Why Sometimes the Strongest Move Is Knowing When to Change Direction

Patricia Boyd
Patricia Boyd
Founder & Executive Director
Pnezs Change for Conquering Cancer, Inc.
When Women Have to Pivot, Not Persevere

When Women Have to Pivot, Not Persevere

Women are often taught that perseverance is the ultimate measure of strength.

Push through. Hold on. Don’t quit. These messages are well intentioned, yet incomplete. While perseverance is valuable, it is not always the most effective—or healthiest—response to challenge. There are moments when strength looks less like endurance and more like discernment.

Pivoting is not the opposite of perseverance.

It is an evolution of it.

When women encounter repeated resistance, shifting circumstances, or misalignment between effort and outcome, the instinct may be to push harder. But wisdom sometimes calls for pause, reassessment, and redirection. A pivot acknowledges that growth does not always move in a straight line.

Knowing when to pivot requires honesty.

It asks women to examine whether perseverance is rooted in purpose or in fear—fear of letting go, fear of judgment, or fear of appearing inconsistent. Pivoting requires confidence in one’s vision, not attachment to a single method of achieving it.

A pivot is not abandonment.

It is refinement.

Women who pivot learn to separate the mission from the model. They retain their values while adjusting their approach. This flexibility allows them to respond to reality rather than resist it, preserving energy and creating space for new possibilities.
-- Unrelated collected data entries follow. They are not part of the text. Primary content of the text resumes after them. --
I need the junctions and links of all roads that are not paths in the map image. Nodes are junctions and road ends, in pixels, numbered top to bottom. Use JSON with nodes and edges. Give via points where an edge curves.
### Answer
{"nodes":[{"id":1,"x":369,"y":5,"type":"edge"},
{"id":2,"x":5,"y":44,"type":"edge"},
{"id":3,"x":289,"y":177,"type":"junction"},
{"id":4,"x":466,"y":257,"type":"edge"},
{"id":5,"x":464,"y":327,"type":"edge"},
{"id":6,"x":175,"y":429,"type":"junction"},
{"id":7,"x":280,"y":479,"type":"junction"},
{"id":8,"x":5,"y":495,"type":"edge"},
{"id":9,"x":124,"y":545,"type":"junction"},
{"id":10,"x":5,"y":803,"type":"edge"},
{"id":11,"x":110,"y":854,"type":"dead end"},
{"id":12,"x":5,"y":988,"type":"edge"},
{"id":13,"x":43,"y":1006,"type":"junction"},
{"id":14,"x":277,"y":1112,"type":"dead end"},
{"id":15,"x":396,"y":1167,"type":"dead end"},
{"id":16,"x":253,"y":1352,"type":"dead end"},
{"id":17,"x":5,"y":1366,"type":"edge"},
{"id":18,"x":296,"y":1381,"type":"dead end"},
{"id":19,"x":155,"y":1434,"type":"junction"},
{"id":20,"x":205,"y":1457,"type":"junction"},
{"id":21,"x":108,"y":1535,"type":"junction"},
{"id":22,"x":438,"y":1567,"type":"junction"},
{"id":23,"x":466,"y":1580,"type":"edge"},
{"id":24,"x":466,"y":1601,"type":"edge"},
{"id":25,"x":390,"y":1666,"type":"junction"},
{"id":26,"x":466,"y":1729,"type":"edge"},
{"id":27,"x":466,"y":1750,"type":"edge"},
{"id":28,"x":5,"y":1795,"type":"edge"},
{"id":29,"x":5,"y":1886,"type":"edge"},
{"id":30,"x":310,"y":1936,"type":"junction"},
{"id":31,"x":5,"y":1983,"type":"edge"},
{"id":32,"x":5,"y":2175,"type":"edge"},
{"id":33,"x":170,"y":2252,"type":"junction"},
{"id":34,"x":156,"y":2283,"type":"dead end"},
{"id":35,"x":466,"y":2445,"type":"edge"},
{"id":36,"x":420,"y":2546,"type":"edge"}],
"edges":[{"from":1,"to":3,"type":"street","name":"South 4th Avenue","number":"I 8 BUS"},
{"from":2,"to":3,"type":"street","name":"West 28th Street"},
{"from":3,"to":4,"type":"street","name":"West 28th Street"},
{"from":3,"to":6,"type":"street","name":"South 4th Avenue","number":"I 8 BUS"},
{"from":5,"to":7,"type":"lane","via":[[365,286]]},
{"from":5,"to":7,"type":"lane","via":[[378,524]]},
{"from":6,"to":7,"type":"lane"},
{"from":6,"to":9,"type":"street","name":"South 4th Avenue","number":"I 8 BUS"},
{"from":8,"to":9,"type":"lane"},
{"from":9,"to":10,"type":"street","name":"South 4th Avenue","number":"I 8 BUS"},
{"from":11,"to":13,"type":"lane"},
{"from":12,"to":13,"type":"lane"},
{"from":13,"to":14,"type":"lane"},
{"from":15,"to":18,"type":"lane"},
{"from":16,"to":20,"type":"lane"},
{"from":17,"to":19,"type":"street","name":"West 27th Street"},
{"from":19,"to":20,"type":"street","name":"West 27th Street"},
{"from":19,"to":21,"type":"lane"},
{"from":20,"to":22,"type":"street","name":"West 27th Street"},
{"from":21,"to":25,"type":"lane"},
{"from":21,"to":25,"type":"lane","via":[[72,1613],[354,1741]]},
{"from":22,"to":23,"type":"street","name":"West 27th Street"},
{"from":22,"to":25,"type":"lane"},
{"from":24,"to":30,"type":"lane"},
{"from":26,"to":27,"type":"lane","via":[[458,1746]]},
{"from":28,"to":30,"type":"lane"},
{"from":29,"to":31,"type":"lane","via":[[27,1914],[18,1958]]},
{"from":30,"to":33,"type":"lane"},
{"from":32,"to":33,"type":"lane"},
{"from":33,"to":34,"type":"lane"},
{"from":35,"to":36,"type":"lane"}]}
Pivoting also demands courage.

It invites vulnerability and challenges expectations—both internal and external. Yet women who embrace this shift often find renewed clarity and momentum. They move forward not because they refused to change, but because they chose to adapt with intention.

Perseverance has its place.

So does the pivot.

And when women learn to recognize the difference, they gain a powerful skill—the ability to move forward wisely, not just persistently.